# Senior Prom



## jdubbya (Nov 6, 2005)

My son's senior prom was last night. Perfect weather and all was right with the world.



















One of his best friends and his date.










But, in just a few short months, the yard will play host to other more "sinister" scenes!










Muahahahaha!!!!!


----------



## scareme (Aug 29, 2006)

The kids look great, but think of how much better they would have looked standing in the cemetery. Nice looking boy, by the way. Does he take after his dad?


----------



## jdubbya (Nov 6, 2005)

scareme said:


> Nice looking boy, by the way. Does he take after his dad?


I _*do*_ have good looking kids. Thank God my wife cheats on me.


----------



## Frighteners Entertainment (Jan 24, 2006)

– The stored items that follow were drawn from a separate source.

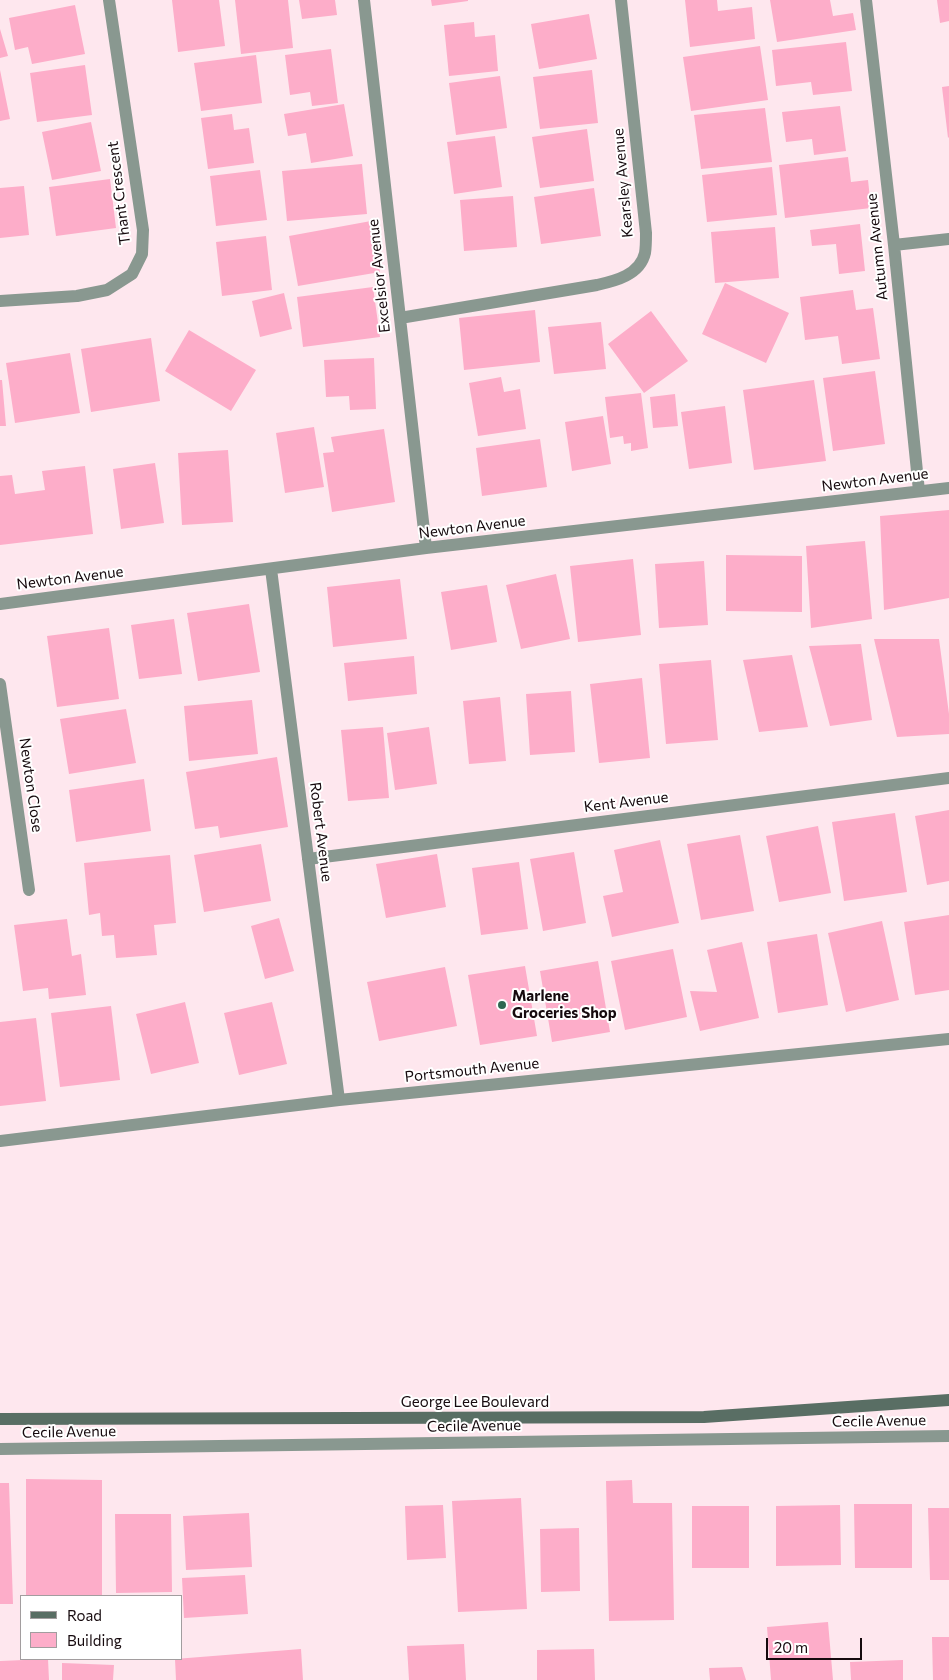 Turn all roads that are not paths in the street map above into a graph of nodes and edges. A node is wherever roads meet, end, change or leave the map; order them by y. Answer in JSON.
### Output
{"nodes":[{"id":1,"x":109,"y":0,"type":"edge"},
{"id":2,"x":364,"y":0,"type":"edge"},
{"id":3,"x":621,"y":0,"type":"edge"},
{"id":4,"x":866,"y":0,"type":"edge"},
{"id":5,"x":949,"y":240,"type":"edge"},
{"id":6,"x":894,"y":245,"type":"junction"},
{"id":7,"x":0,"y":301,"type":"edge"},
{"id":8,"x":400,"y":318,"type":"junction"},
{"id":9,"x":949,"y":488,"type":"edge"},
{"id":10,"x":919,"y":491,"type":"junction"},
{"id":11,"x":426,"y":548,"type":"junction"},
{"id":12,"x":271,"y":569,"type":"junction"},
{"id":13,"x":0,"y":604,"type":"edge"},
{"id":14,"x":0,"y":684,"type":"edge"},
{"id":15,"x":949,"y":778,"type":"edge"},
{"id":16,"x":308,"y":859,"type":"junction"},
{"id":17,"x":30,"y":890,"type":"dead end"},
{"id":18,"x":949,"y":1039,"type":"edge"},
{"id":19,"x":339,"y":1100,"type":"junction"},
{"id":20,"x":0,"y":1141,"type":"edge"},
{"id":21,"x":949,"y":1400,"type":"edge"},
{"id":22,"x":0,"y":1419,"type":"edge"},
{"id":23,"x":949,"y":1436,"type":"edge"},
{"id":24,"x":0,"y":1449,"type":"edge"}],
"edges":[{"from":1,"to":7,"type":"street","name":"Thant Crescent"},
{"from":2,"to":8,"type":"street","name":"Excelsior Avenue"},
{"from":3,"to":8,"type":"street","name":"Kearsley Avenue"},
{"from":4,"to":6,"type":"street","name":"Autumn Avenue"},
{"from":5,"to":6,"type":"street"},
{"from":6,"to":10,"type":"street","name":"Autumn Avenue"},
{"from":8,"to":11,"type":"street","name":"Excelsior Avenue"},
{"from":9,"to":10,"type":"street","name":"Newton Avenue"},
{"from":10,"to":11,"type":"street","name":"Newton Avenue"},
{"from":11,"to":12,"type":"street","name":"Newton Avenue"},
{"from":12,"to":13,"type":"street","name":"Newton Avenue"},
{"from":12,"to":16,"type":"street","name":"Robert Avenue"},
{"from":14,"to":17,"type":"street","name":"Newton Close"},
{"from":15,"to":16,"type":"street","name":"Kent Avenue"},
{"from":16,"to":19,"type":"street","name":"Robert Avenue"},
{"from":18,"to":19,"type":"street","name":"Portsmouth Avenue"},
{"from":19,"to":20,"type":"street","name":"Portsmouth Avenue"},
{"from":21,"to":22,"type":"main road","name":"George Lee Boulevard"},
{"from":23,"to":24,"type":"street","name":"Cecile Avenue"}]} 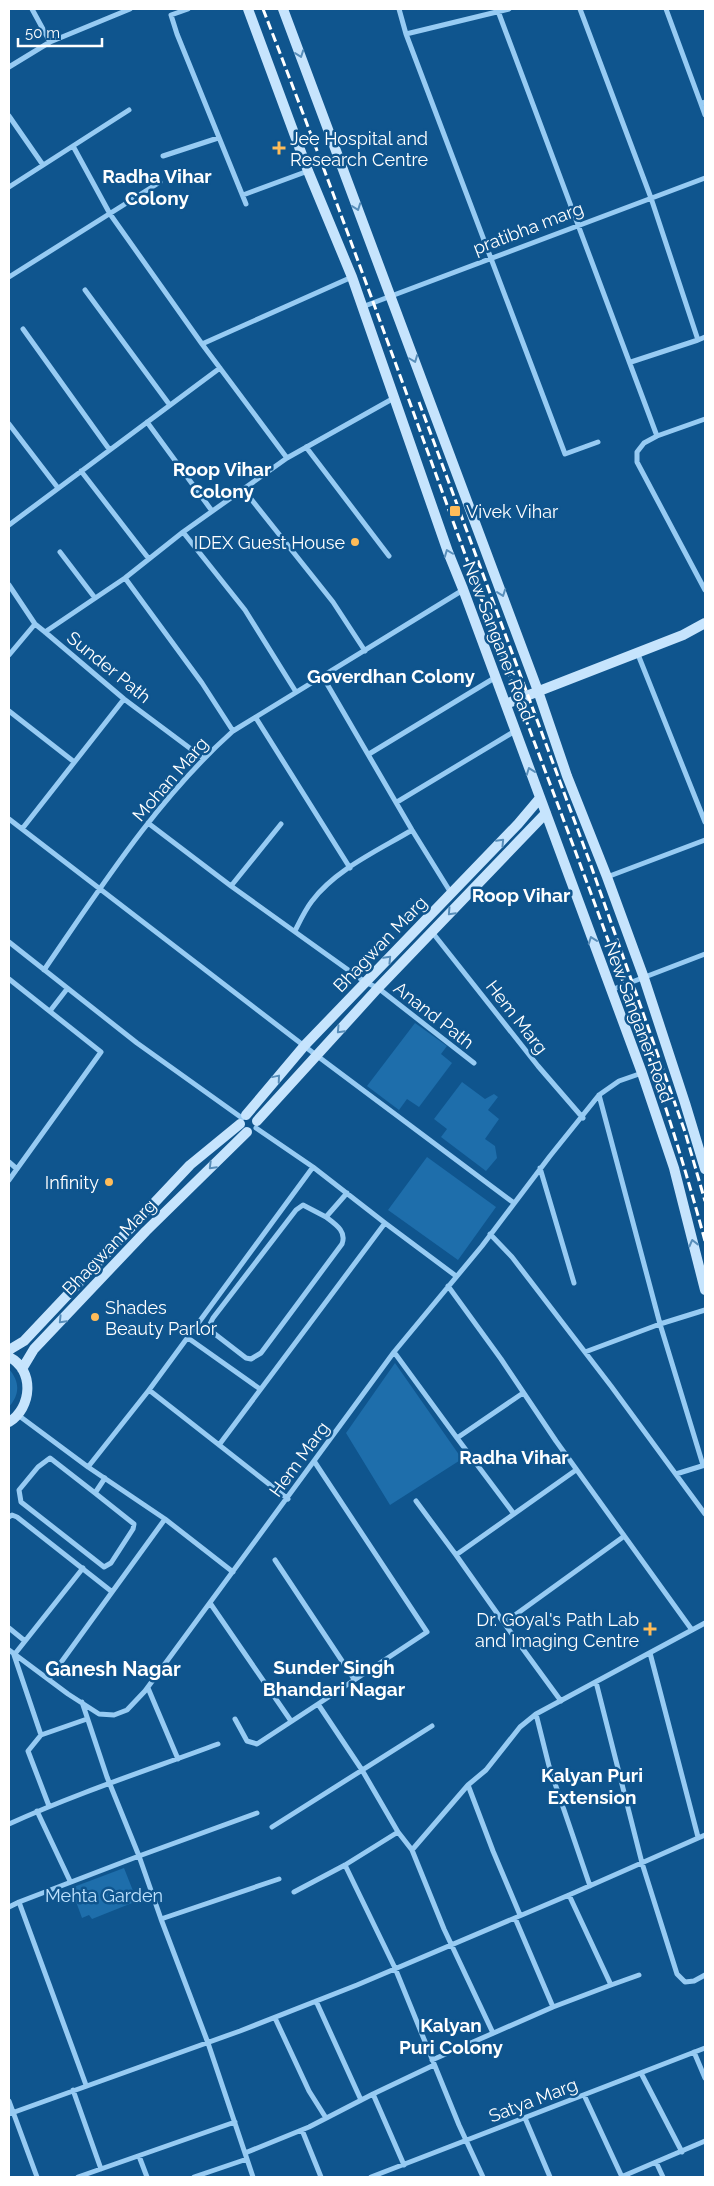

Nice pictures, great smiles!!


----------



## RoxyBlue (Oct 6, 2008)

jdubbya said:


> I _*do*_ have good looking kids. Thank God my wife cheats on me.


LOL, OMG, JD!:googly:

Lovely couples. Now corpse them and set them in the cemetery


----------



## Draik41895 (Oct 25, 2008)

hes got a pretty date there


----------



## jdubbya (Nov 6, 2005)

RoxyBlue said:


> LOL, OMG, JD!:googly:
> 
> Lovely couples. Now corpse them and set them in the cemetery


Prom zombies! Has the makings of a good movie! "Prombies"! LOL!!



Draik41895 said:


> hes got a pretty date there


Yup! She's a keeper! He leaves for Marine Boot Camp in September so she'll miss him, as will we!


----------



## Just Whisper (Jan 19, 2009)

Great pics, nice looking couple. You did good.


----------



## debbie5 (Mar 2, 2007)

I am SO IMPRESSED! LOOK AT HIS **VEST AND TIE**! They match her dress exactly!! OMG! 
They are both lovely couples. And I might also add: they are dressed with style! Kids around here go to proms looking like thugs & hookers. Your son should rent himself out as a prom date $$$$$!

(And nice edging on the landscaping as well! LOL...only a fellow gardener would notice that...I am such a dork.)


----------



## jdubbya (Nov 6, 2005)

debbie5 said:


> I am SO IMPRESSED! LOOK AT HIS **VEST AND TIE**! They match her dress exactly!! OMG!
> They are both lovely couples. And I might also add: they are dressed with style! Kids around here go to proms looking like thugs & hookers. Your son should rent himself out as a prom date $$$$$!
> 
> (And nice edging on the landscaping as well! LOL...only a fellow gardener would notice that...I am such a dork.)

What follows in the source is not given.